And on an entirely unrelated note, Dr Rundkvist posted, as a side note in his notice about an Antro/Archaeo blog carnival, this fascinating tidbit:
The Rota System, from the Old Church Slavic word for “ladder” or “staircase”, was a system of collateral succession practiced (though imperfectly) in Kievan Rus’ and later Appanage and early Muscovite Russia, in which the throne passed not linearly from father to son, but laterally from brother to brother (usually to the fourth brother) and then to the eldest son of the eldest brother who had held the throne. The system was begun by Yaroslav the Wise.
Looks a little like the supposed Pictish succession, from uncle to nephew down the matrilinear line, which, as Michelle has discussed before, may not have been a proper system but an emergency measure.
The Wiki article on the Rota System goes on to say:
The system was begun by Yaroslav the Wise, who assigned each of his sons a principality based on seniority. When the Grand Prince died, the next most senior prince moved to Kiev and all others moved to the principality next up the ladder.[1] Only those princes whose fathers had held the throne were eligible for placement in the rota; those whose fathers predeceased their grandfathers were known as izgoi, “excluded” or “orphaned” princes.
Apparently some scholars doubt this was such an organised system at all, as always. If it were, it would create an interesting mix of sibling and cousin rivalries, and loyalties as well. It would behove a king to treat his nephew or brother well, lest said heir’s succession be artificially accelerated. The king’s *son*, meanwhile, who might see his uncle or cousin as a threat, would be well advised to demonstrate his loyalty thereto in order to survive the years between his father’s succession and his own intact. But what of second sons, who would probably not live long enough to inherit? What of these orphan princes?
Your fourth sons wouldn’t be the expendable end of the royal family, as they would be under direct patrilinear succession systems. Instead, they’d be the ones likely to live long enough to take the throne. How very, very interesting.
I wonder, in this system, how the precedence is worked out? Simply by age? Does your father’s age also count?
Let’s say King A dies, and his throne passes first to his son A1, and then to his son A4, A2 and A3 having died in the meantime. When A4 dies, A1’s eldest son, A1.1, inherits. Presumably he is succeeded by one of his brothers, ≥A1.2, in turn. When ≥A1.2 dies, does the throne necessarily pass back to A1.1.1? Or does it pass to A2.1? if A2.1 were older than ≥A1.2, would he have had seniority on the death of A1.1?
What if A1’s first wife had been barren, and A2.1 were older than A1.1? If the position of princes on the ‘ladder’ were based simply on their age, A2.1 would succeed A2. If on the other hand the system were designed to ensure that each branch of the family had their place on the ladder in turn, he wouldn’t.

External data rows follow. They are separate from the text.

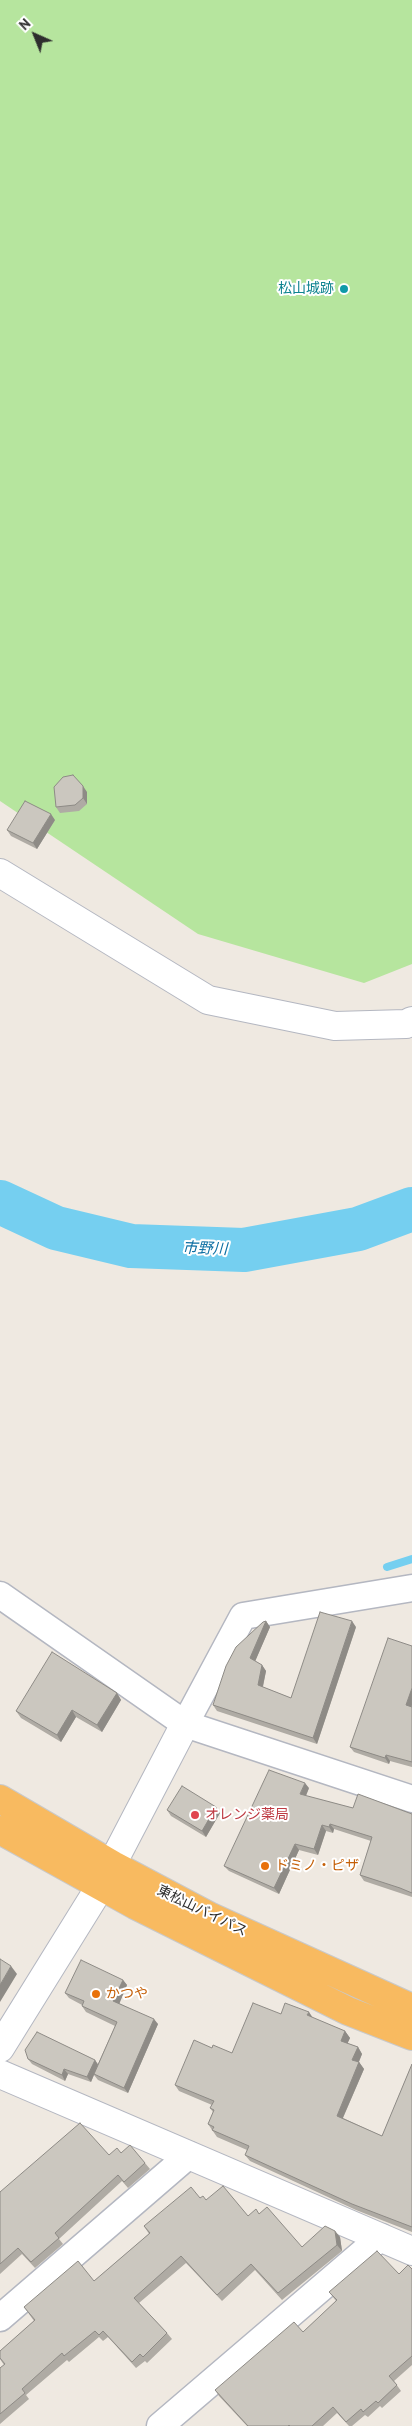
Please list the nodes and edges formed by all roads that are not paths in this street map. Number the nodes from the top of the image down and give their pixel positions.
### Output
1 (0, 874) edge
2 (412, 1021) edge
3 (412, 1588) edge
4 (0, 1595) edge
5 (186, 1724) junction
6 (0, 1799) edge
7 (412, 1799) edge
8 (0, 1830) edge
9 (107, 1876) junction
10 (412, 2008) edge
11 (412, 2036) edge
12 (0, 2048) edge
13 (0, 2074) edge
14 (189, 2155) junction
15 (381, 2237) junction
16 (412, 2251) edge
17 (0, 2318) edge
18 (160, 2426) edge

1 - 2 street
3 - 5 street
4 - 5 street
5 - 7 street
5 - 9 street
6 - 9 highway, 東松山バイパス
8 - 9 highway, 東松山バイパス
9 - 10 highway, 東松山バイパス
9 - 11 highway, 東松山バイパス
9 - 12 street
13 - 14 street
14 - 15 street
14 - 17 street
15 - 16 street
15 - 18 street

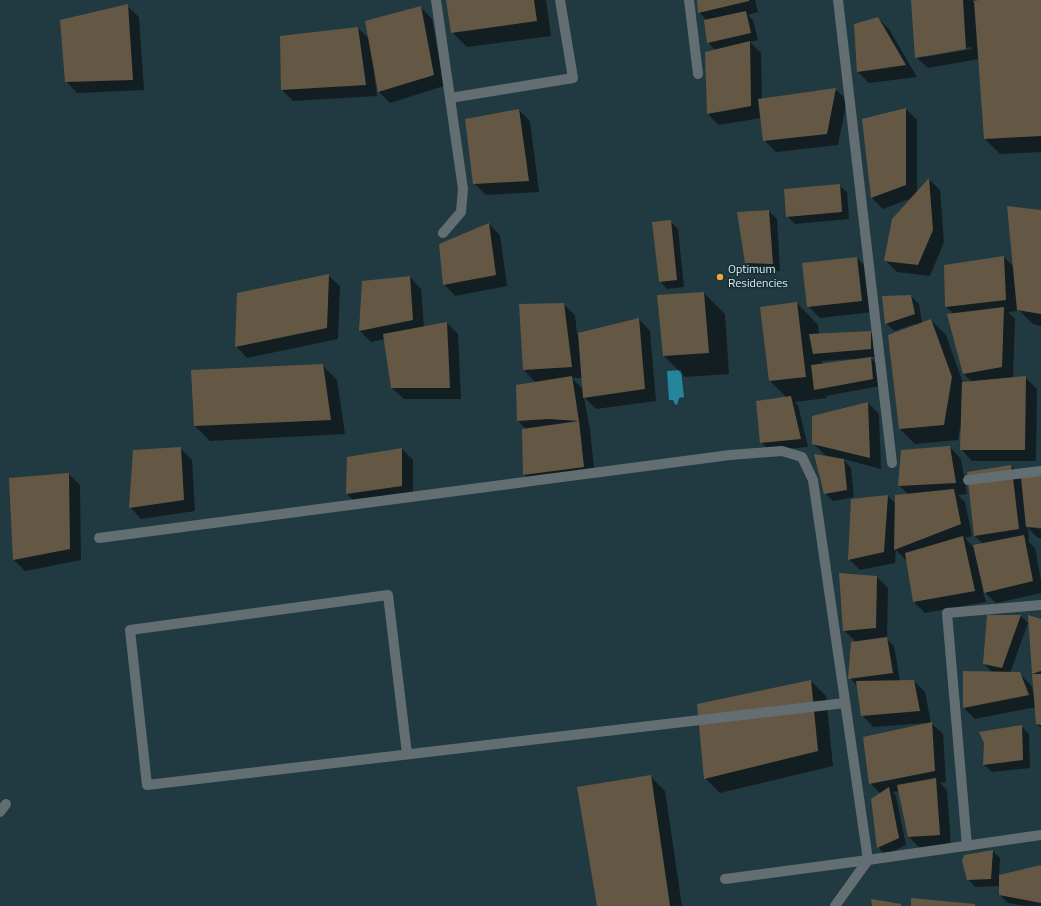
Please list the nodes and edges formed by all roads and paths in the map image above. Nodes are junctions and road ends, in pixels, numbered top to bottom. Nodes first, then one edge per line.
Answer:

AEthelthryth’s amusing afterlife will have to wait for next week, I think. I’m still settling into Awesome’s house, where I’m cat-sitting for a few weeks, and I was going to make a quick post with some images, inspired by the exciting discovery of a facsimile Benedictional of St AEthelwold on her bookshelf, before knuckling down to work:
St AEthelthryth, bearing a flower, which refers to Bede’s hymn in her honour, which is full of floral imagery. AEthelthryth is the only Anglo-Saxon woman in the Choir of Virgins, depicted in the opening folios of the Benedictional- she and St Swithun, I think, are the only Anglo-Saxon saints in the whole thing.
She doesn’t look too happy, really. You’d think, having got what she wanted (a habit), she’d look a little more serene. Joyful in the lord, and all that. But apparently not. Can anyone tell me who the preachy lookin’ fellow on the page opposite her is? And what he’s carrying?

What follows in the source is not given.